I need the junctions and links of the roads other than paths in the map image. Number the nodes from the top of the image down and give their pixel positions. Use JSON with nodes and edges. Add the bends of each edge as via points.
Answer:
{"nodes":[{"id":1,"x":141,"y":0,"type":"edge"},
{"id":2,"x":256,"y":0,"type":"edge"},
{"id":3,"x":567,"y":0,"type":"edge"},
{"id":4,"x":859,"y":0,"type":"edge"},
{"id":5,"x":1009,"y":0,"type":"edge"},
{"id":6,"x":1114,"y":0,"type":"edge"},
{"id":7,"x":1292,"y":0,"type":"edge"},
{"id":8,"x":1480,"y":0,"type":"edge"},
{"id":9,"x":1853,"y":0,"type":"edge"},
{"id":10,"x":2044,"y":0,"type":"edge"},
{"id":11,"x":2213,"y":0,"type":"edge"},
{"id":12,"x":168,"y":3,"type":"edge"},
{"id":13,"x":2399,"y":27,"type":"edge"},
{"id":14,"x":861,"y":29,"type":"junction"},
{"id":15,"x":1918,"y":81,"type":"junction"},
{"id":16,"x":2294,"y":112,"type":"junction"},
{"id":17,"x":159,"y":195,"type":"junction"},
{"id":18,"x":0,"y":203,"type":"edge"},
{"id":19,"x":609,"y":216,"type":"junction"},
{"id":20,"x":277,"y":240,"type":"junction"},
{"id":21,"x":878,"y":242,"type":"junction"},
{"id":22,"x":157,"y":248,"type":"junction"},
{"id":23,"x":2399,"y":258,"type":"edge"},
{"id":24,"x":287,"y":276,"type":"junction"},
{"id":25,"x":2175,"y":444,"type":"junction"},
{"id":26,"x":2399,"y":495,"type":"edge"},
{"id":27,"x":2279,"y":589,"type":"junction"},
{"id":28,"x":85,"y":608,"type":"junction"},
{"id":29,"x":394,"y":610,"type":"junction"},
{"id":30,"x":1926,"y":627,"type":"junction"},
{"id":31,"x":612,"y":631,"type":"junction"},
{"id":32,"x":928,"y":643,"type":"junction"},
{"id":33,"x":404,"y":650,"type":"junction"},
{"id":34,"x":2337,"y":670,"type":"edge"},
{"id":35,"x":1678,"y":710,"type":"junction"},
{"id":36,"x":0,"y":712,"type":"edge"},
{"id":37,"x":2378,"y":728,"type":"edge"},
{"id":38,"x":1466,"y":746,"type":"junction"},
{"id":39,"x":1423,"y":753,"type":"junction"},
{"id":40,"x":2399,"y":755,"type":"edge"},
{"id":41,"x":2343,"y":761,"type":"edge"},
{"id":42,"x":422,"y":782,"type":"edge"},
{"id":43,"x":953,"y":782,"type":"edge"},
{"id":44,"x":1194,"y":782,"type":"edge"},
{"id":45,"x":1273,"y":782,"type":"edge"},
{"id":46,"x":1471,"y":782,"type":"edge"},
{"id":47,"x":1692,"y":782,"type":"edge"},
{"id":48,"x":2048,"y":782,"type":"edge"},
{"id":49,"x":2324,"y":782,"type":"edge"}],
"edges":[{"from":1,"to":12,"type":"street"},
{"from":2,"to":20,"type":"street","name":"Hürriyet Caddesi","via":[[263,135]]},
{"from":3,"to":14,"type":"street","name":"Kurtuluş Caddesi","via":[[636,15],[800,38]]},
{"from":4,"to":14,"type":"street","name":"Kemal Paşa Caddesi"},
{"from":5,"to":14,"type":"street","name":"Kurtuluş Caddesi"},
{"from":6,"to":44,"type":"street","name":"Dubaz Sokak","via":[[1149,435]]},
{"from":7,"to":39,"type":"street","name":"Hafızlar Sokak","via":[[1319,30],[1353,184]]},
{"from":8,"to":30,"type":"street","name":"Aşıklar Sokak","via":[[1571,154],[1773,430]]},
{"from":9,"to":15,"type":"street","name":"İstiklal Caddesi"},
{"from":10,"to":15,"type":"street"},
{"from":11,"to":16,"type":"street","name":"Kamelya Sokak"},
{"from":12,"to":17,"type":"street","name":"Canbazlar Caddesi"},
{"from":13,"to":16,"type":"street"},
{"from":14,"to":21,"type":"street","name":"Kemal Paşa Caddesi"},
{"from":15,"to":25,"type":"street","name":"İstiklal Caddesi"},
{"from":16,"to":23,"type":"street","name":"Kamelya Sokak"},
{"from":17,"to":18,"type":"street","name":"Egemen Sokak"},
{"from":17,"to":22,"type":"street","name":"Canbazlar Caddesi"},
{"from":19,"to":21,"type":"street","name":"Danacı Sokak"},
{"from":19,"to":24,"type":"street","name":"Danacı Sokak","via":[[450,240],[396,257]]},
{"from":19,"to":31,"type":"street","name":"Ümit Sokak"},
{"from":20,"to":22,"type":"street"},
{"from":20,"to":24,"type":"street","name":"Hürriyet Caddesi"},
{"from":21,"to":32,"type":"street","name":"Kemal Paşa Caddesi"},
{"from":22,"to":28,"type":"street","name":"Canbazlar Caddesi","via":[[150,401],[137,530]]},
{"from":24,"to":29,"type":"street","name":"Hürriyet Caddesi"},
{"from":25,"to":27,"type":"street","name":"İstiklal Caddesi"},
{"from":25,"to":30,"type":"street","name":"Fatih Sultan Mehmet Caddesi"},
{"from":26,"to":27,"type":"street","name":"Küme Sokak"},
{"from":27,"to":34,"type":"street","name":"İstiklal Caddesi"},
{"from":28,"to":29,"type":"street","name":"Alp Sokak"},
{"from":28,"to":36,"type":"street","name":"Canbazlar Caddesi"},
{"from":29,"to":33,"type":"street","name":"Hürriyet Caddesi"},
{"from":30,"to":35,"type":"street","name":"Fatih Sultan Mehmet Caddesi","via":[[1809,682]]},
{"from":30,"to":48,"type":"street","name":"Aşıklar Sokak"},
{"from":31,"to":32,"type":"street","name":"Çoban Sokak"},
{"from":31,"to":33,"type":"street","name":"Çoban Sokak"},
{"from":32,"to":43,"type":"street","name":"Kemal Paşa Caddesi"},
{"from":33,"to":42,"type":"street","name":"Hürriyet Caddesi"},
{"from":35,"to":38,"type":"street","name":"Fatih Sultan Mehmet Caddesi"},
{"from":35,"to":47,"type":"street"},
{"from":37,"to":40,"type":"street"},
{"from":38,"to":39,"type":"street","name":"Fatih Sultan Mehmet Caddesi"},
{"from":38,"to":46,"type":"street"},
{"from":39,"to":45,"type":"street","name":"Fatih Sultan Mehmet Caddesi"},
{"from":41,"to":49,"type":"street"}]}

* AIM OF THE EXERCISE *
Write the listing out again, matching every line exactly.

* EXERCISE RESULT *
I need the junctions and links of the roads other than paths in the map image. Number the nodes from the top of the image down and give their pixel positions. Use JSON with nodes and edges. Add the bends of each edge as via points.
Answer:
{"nodes":[{"id":1,"x":141,"y":0,"type":"edge"},
{"id":2,"x":256,"y":0,"type":"edge"},
{"id":3,"x":567,"y":0,"type":"edge"},
{"id":4,"x":859,"y":0,"type":"edge"},
{"id":5,"x":1009,"y":0,"type":"edge"},
{"id":6,"x":1114,"y":0,"type":"edge"},
{"id":7,"x":1292,"y":0,"type":"edge"},
{"id":8,"x":1480,"y":0,"type":"edge"},
{"id":9,"x":1853,"y":0,"type":"edge"},
{"id":10,"x":2044,"y":0,"type":"edge"},
{"id":11,"x":2213,"y":0,"type":"edge"},
{"id":12,"x":168,"y":3,"type":"edge"},
{"id":13,"x":2399,"y":27,"type":"edge"},
{"id":14,"x":861,"y":29,"type":"junction"},
{"id":15,"x":1918,"y":81,"type":"junction"},
{"id":16,"x":2294,"y":112,"type":"junction"},
{"id":17,"x":159,"y":195,"type":"junction"},
{"id":18,"x":0,"y":203,"type":"edge"},
{"id":19,"x":609,"y":216,"type":"junction"},
{"id":20,"x":277,"y":240,"type":"junction"},
{"id":21,"x":878,"y":242,"type":"junction"},
{"id":22,"x":157,"y":248,"type":"junction"},
{"id":23,"x":2399,"y":258,"type":"edge"},
{"id":24,"x":287,"y":276,"type":"junction"},
{"id":25,"x":2175,"y":444,"type":"junction"},
{"id":26,"x":2399,"y":495,"type":"edge"},
{"id":27,"x":2279,"y":589,"type":"junction"},
{"id":28,"x":85,"y":608,"type":"junction"},
{"id":29,"x":394,"y":610,"type":"junction"},
{"id":30,"x":1926,"y":627,"type":"junction"},
{"id":31,"x":612,"y":631,"type":"junction"},
{"id":32,"x":928,"y":643,"type":"junction"},
{"id":33,"x":404,"y":650,"type":"junction"},
{"id":34,"x":2337,"y":670,"type":"edge"},
{"id":35,"x":1678,"y":710,"type":"junction"},
{"id":36,"x":0,"y":712,"type":"edge"},
{"id":37,"x":2378,"y":728,"type":"edge"},
{"id":38,"x":1466,"y":746,"type":"junction"},
{"id":39,"x":1423,"y":753,"type":"junction"},
{"id":40,"x":2399,"y":755,"type":"edge"},
{"id":41,"x":2343,"y":761,"type":"edge"},
{"id":42,"x":422,"y":782,"type":"edge"},
{"id":43,"x":953,"y":782,"type":"edge"},
{"id":44,"x":1194,"y":782,"type":"edge"},
{"id":45,"x":1273,"y":782,"type":"edge"},
{"id":46,"x":1471,"y":782,"type":"edge"},
{"id":47,"x":1692,"y":782,"type":"edge"},
{"id":48,"x":2048,"y":782,"type":"edge"},
{"id":49,"x":2324,"y":782,"type":"edge"}],
"edges":[{"from":1,"to":12,"type":"street"},
{"from":2,"to":20,"type":"street","name":"Hürriyet Caddesi","via":[[263,135]]},
{"from":3,"to":14,"type":"street","name":"Kurtuluş Caddesi","via":[[636,15],[800,38]]},
{"from":4,"to":14,"type":"street","name":"Kemal Paşa Caddesi"},
{"from":5,"to":14,"type":"street","name":"Kurtuluş Caddesi"},
{"from":6,"to":44,"type":"street","name":"Dubaz Sokak","via":[[1149,435]]},
{"from":7,"to":39,"type":"street","name":"Hafızlar Sokak","via":[[1319,30],[1353,184]]},
{"from":8,"to":30,"type":"street","name":"Aşıklar Sokak","via":[[1571,154],[1773,430]]},
{"from":9,"to":15,"type":"street","name":"İstiklal Caddesi"},
{"from":10,"to":15,"type":"street"},
{"from":11,"to":16,"type":"street","name":"Kamelya Sokak"},
{"from":12,"to":17,"type":"street","name":"Canbazlar Caddesi"},
{"from":13,"to":16,"type":"street"},
{"from":14,"to":21,"type":"street","name":"Kemal Paşa Caddesi"},
{"from":15,"to":25,"type":"street","name":"İstiklal Caddesi"},
{"from":16,"to":23,"type":"street","name":"Kamelya Sokak"},
{"from":17,"to":18,"type":"street","name":"Egemen Sokak"},
{"from":17,"to":22,"type":"street","name":"Canbazlar Caddesi"},
{"from":19,"to":21,"type":"street","name":"Danacı Sokak"},
{"from":19,"to":24,"type":"street","name":"Danacı Sokak","via":[[450,240],[396,257]]},
{"from":19,"to":31,"type":"street","name":"Ümit Sokak"},
{"from":20,"to":22,"type":"street"},
{"from":20,"to":24,"type":"street","name":"Hürriyet Caddesi"},
{"from":21,"to":32,"type":"street","name":"Kemal Paşa Caddesi"},
{"from":22,"to":28,"type":"street","name":"Canbazlar Caddesi","via":[[150,401],[137,530]]},
{"from":24,"to":29,"type":"street","name":"Hürriyet Caddesi"},
{"from":25,"to":27,"type":"street","name":"İstiklal Caddesi"},
{"from":25,"to":30,"type":"street","name":"Fatih Sultan Mehmet Caddesi"},
{"from":26,"to":27,"type":"street","name":"Küme Sokak"},
{"from":27,"to":34,"type":"street","name":"İstiklal Caddesi"},
{"from":28,"to":29,"type":"street","name":"Alp Sokak"},
{"from":28,"to":36,"type":"street","name":"Canbazlar Caddesi"},
{"from":29,"to":33,"type":"street","name":"Hürriyet Caddesi"},
{"from":30,"to":35,"type":"street","name":"Fatih Sultan Mehmet Caddesi","via":[[1809,682]]},
{"from":30,"to":48,"type":"street","name":"Aşıklar Sokak"},
{"from":31,"to":32,"type":"street","name":"Çoban Sokak"},
{"from":31,"to":33,"type":"street","name":"Çoban Sokak"},
{"from":32,"to":43,"type":"street","name":"Kemal Paşa Caddesi"},
{"from":33,"to":42,"type":"street","name":"Hürriyet Caddesi"},
{"from":35,"to":38,"type":"street","name":"Fatih Sultan Mehmet Caddesi"},
{"from":35,"to":47,"type":"street"},
{"from":37,"to":40,"type":"street"},
{"from":38,"to":39,"type":"street","name":"Fatih Sultan Mehmet Caddesi"},
{"from":38,"to":46,"type":"street"},
{"from":39,"to":45,"type":"street","name":"Fatih Sultan Mehmet Caddesi"},
{"from":41,"to":49,"type":"street"}]}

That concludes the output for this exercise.